Task: Without any pictures, print the lines below from the one that has "Input: one rendered map. Serialize" through the one that has "Input: one rendered map. Convert", exactly and nothing else.

Data records
┌──

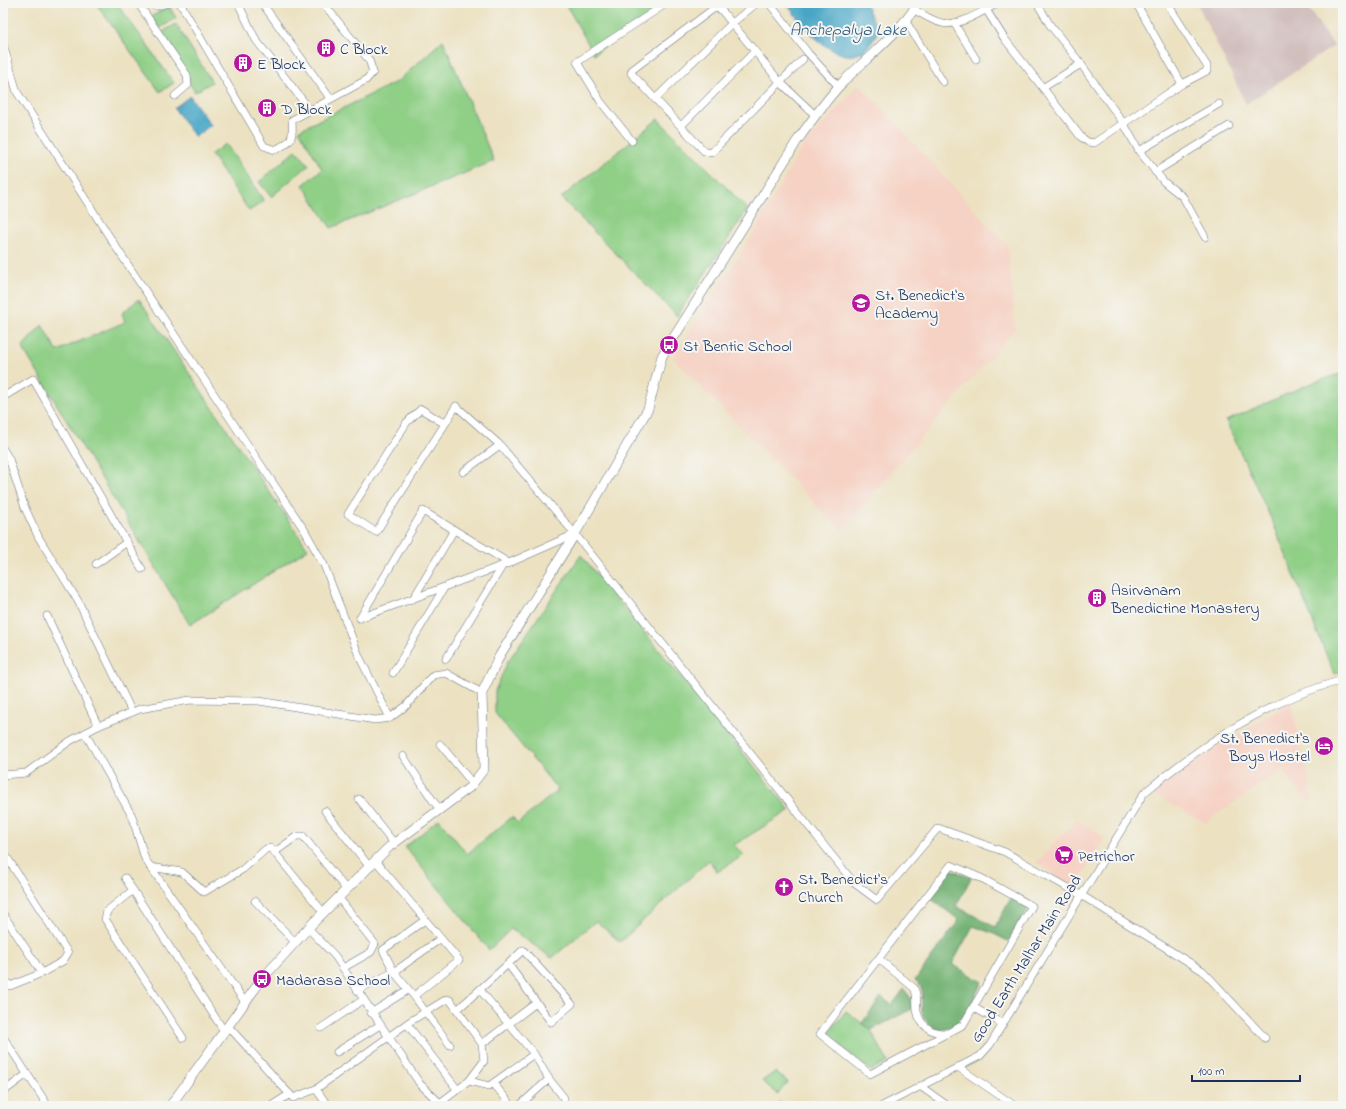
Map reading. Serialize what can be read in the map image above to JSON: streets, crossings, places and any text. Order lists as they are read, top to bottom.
{
  "streets": {
    "street": ["Good Earth Malhar Main Road"]
  },
  "water": ["Anchepalya Lake"],
  "places": {
    "building": [
      "C Block",
      "E Block",
      "D Block",
      "Asirvanam Benedictine Monastery"
    ],
    "school or university": ["St. Benedict's Academy"],
    "bus stop": ["St Bentic School", "Madarasa School"],
    "hotel": ["St. Benedict's Boys Hostel"],
    "supermarket": ["Petrichor"],
    "church": ["St. Benedict's Church"]
  },
  "scale_bar": "100 m"
}
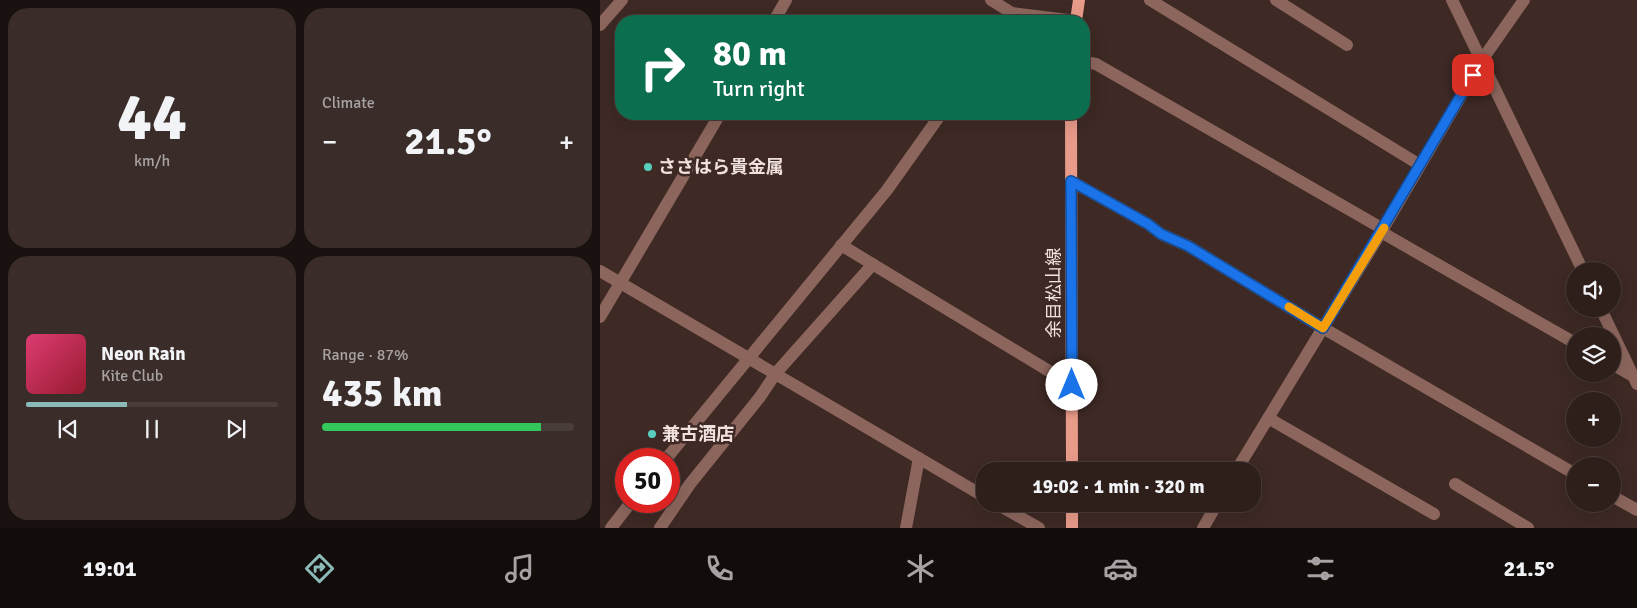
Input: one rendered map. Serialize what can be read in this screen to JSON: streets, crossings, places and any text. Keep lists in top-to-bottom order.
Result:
{
  "streets": {
    "main road": ["余目松山線"]
  },
  "places": ["ささはら貴金属", "兼古酒店"],
  "page": {
    "tile": [
      ["44", "km/h"],
      "Climate",
      ["Range · 87%", "435 km"]
    ],
    "turn": ["80 m", "Turn right"],
    "heat": ["−", "21.5°", "+"],
    "map_buttons": ["+", "−"],
    "song": ["Neon Rain", "Kite Club"],
    "limit": "50",
    "trip": "19:02 · 1 min · 320 m",
    "tabs": ["19:01", "21.5°"]
  }
}
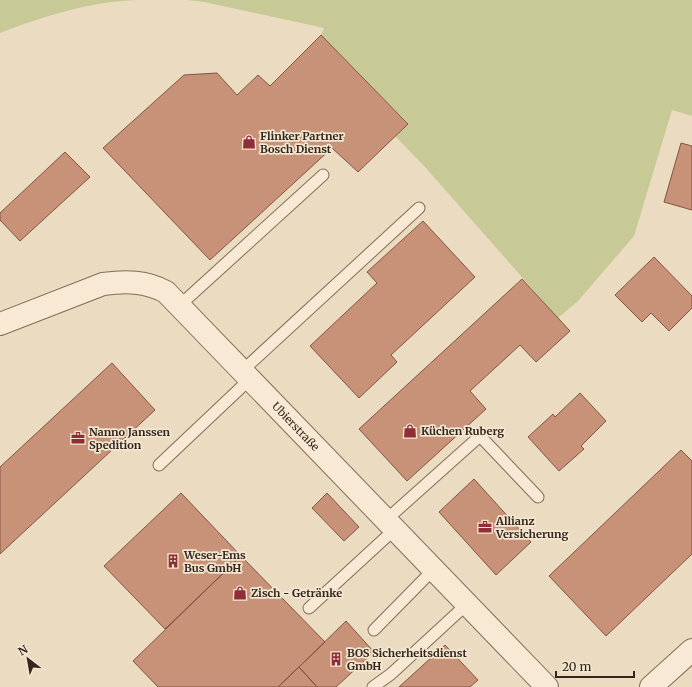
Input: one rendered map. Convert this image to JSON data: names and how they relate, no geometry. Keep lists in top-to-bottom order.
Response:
{
  "streets": {
    "street": ["Ubierstraße"]
  },
  "places": {
    "shop": ["Flinker Partner Bosch Dienst", "Küchen Ruberg", "Zisch - Getränke"],
    "office": ["Nanno Janssen Spedition", "Allianz Versicherung"],
    "building": ["Weser-Ems Bus GmbH", "BOS Sicherheitsdienst GmbH"]
  },
  "scale_bar": "20 m",
  "north": "top left"
}
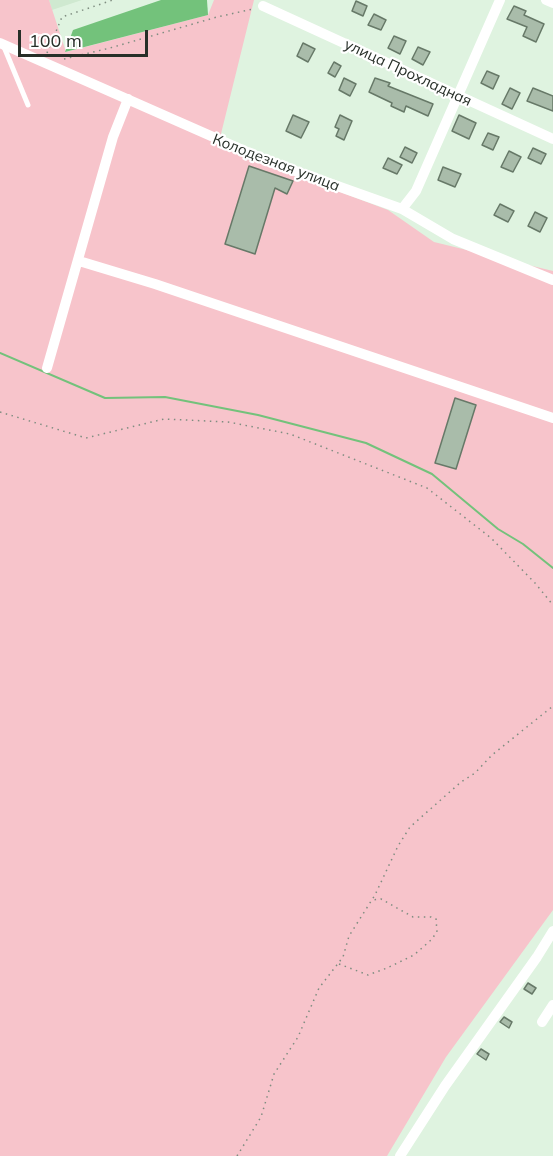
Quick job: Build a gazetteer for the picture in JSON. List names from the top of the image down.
{
  "streets": {
    "street": ["улица Прохладная", "Колодезная улица"]
  },
  "scale_bar": "100 m"
}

└──

Answer to the problem:
Input: one rendered map. Serialize what can be read in this screen to JSON: streets, crossings, places and any text. Keep lists in top-to-bottom order.
Result:
{
  "streets": {
    "main road": ["余目松山線"]
  },
  "places": ["ささはら貴金属", "兼古酒店"],
  "page": {
    "tile": [
      ["44", "km/h"],
      "Climate",
      ["Range · 87%", "435 km"]
    ],
    "turn": ["80 m", "Turn right"],
    "heat": ["−", "21.5°", "+"],
    "map_buttons": ["+", "−"],
    "song": ["Neon Rain", "Kite Club"],
    "limit": "50",
    "trip": "19:02 · 1 min · 320 m",
    "tabs": ["19:01", "21.5°"]
  }
}
Input: one rendered map. Convert this image to JSON data: names and how they relate, no geometry. Keep lists in top-to-bottom order.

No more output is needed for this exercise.